The country's demonstrations, which at times have descended into ugly clashes with riot police firing water cannon, are a sea of colourful flags and banners
Since Nepal's prime minister dissolved parliament in December, chaos has engulfed the Himalayan nation, with huge protests and the ruling party split into two warring factions.
But for printing shop owner Umesh Babu Shrestha the crisis has brought a welcome boom in orders, after he was unable to pay his rent for nine months because the pandemic dried up business.
Now the flags of Nepal's different parties -- and factions within them -- from across the complex and fractious political spectrum dangle drying in every nook and cranny of his Kathmandu shop.
"Business has really improved. This has given a hope that we can pay off our dues now, otherwise there isn't a lot of other work," Shrestha told AFP.
The smell of paint fills the air as red stars are stamped on one newly-cut cloth after another, before they are hung up in long rows wherever there is space.
The country's demonstrations, which at times have descended into ugly clashes with riot police firing water cannon, are a sea of colourful flags and banners.
The items are must-have accessories whether the demonstrators back or oppose Prime Minister KP Sharma Oli, 69, a wily former political prisoner who rose to power in 2018 promising an end to years of instability.
Flags, said Hem Bahadur Shrestha, a local political leader, are "a signal of my identity and indicator of my ideology."
"Followers of other political parties might carry a different flag.

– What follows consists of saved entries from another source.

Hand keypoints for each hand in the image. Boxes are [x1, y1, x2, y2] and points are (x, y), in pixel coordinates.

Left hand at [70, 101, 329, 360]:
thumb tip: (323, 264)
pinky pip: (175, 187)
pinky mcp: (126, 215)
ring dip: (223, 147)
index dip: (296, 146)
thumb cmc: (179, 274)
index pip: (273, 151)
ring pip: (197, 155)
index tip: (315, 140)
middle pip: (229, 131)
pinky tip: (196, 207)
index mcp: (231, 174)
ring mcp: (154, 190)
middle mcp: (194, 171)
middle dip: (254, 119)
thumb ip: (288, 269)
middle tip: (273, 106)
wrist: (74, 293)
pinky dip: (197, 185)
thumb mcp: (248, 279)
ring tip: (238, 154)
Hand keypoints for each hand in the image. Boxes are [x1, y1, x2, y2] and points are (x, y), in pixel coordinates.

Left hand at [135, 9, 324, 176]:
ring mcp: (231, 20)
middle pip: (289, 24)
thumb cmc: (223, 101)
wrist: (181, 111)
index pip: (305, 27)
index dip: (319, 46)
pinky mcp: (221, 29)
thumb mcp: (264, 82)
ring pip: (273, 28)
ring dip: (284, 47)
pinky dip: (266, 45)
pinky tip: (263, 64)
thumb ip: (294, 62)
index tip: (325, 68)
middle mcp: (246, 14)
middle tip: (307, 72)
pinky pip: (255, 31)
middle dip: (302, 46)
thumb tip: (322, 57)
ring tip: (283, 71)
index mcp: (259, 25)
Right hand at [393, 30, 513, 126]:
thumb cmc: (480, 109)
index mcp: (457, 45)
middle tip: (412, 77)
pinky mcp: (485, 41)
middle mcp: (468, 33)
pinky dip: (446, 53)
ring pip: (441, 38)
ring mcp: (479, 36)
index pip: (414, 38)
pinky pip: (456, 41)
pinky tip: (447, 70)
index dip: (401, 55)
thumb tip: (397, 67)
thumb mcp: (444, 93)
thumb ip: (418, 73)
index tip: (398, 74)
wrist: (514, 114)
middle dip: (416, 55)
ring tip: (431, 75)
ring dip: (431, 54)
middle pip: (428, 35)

We are with the Nepal Communist Party and this is our flag," he said at one recent demo.
Another printing shop owner, Kailash Shah, had no work for a whole year but has now hired four new workers after receiving flag orders from all across the country of 29 million.
Major shops are now selling up to 3,000 flags a day, and demand is expected to stay strong even after the Supreme Court on Tuesday reinstated parliament.
Oli's dissolution of the legislature came after months of wrangling with former Maoist rebel leader Pushpa Kamal Dahal, who helped the prime minister come to power when their parties merged in 2018 into the Nepal Communist Party.
An unofficial split in the party has now left Oli without a majority in parliament, and he is likely to face a no-confidence vote soon, potentially meaning elections in two years.
"The protests have provided some relief to us... if the election is held, we might be able to earn a bit more," Shah said.